Below are entries; count the lines containing the string "main". The answer is that number alone.

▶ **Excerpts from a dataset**
- Opening Delimiter -

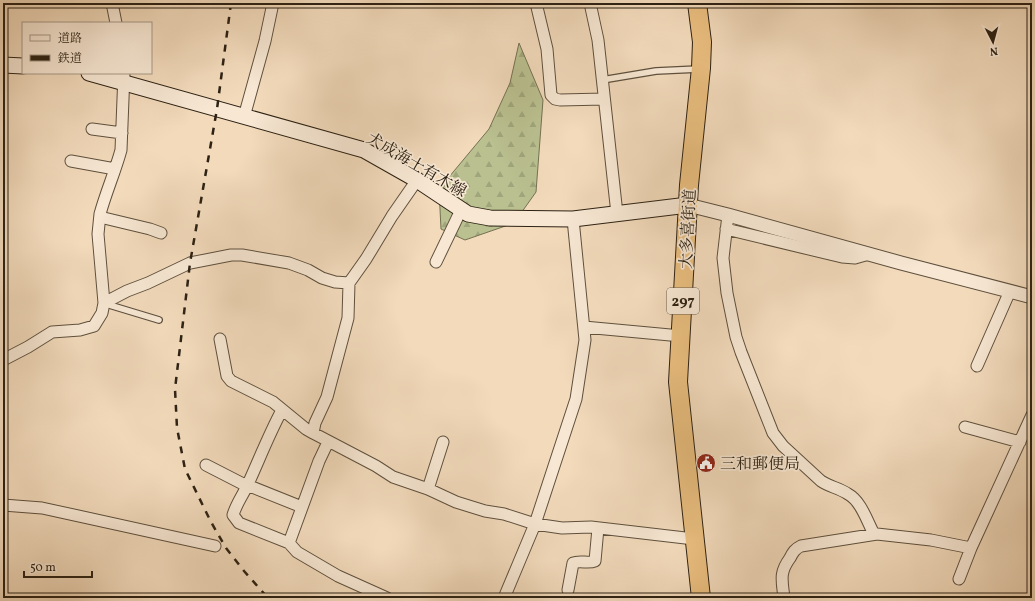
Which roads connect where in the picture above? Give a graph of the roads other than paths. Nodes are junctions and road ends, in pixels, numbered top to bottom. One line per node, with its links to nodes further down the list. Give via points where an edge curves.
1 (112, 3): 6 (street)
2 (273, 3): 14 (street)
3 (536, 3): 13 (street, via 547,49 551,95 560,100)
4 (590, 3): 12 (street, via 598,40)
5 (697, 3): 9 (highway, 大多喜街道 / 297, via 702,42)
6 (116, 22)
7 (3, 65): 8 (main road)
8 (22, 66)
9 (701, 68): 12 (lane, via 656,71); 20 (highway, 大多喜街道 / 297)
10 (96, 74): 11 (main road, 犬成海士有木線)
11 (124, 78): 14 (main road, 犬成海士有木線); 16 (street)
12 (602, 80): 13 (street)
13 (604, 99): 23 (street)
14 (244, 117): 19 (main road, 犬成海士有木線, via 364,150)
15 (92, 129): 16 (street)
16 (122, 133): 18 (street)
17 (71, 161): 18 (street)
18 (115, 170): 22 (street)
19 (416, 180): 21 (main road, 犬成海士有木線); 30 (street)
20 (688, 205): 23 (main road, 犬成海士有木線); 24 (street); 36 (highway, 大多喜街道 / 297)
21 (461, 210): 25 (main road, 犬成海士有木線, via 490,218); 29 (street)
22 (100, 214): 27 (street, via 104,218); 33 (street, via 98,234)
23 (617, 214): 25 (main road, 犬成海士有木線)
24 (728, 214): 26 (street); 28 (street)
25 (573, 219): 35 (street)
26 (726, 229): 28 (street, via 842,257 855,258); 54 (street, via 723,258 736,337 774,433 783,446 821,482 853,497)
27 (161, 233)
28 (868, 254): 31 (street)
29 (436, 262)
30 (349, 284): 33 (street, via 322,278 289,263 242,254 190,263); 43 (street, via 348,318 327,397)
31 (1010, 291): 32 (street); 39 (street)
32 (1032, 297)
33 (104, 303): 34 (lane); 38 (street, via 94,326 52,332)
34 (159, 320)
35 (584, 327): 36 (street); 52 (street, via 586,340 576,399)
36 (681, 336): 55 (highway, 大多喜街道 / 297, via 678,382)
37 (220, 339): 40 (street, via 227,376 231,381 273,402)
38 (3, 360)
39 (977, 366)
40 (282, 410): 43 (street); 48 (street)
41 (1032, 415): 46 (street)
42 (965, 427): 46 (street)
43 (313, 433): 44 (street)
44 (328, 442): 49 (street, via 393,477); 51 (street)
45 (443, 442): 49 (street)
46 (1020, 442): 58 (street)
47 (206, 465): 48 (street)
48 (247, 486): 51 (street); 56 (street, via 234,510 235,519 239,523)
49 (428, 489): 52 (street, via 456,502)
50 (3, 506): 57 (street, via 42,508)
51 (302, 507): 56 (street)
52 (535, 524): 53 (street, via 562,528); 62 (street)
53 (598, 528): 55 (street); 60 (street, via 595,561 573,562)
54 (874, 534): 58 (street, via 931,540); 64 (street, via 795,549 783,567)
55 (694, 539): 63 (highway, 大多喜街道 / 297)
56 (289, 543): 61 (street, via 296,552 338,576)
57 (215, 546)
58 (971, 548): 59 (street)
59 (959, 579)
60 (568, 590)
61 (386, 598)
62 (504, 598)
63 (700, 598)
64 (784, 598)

- Closing Delimiter -

▶ **FINISHED EXERCISE**
8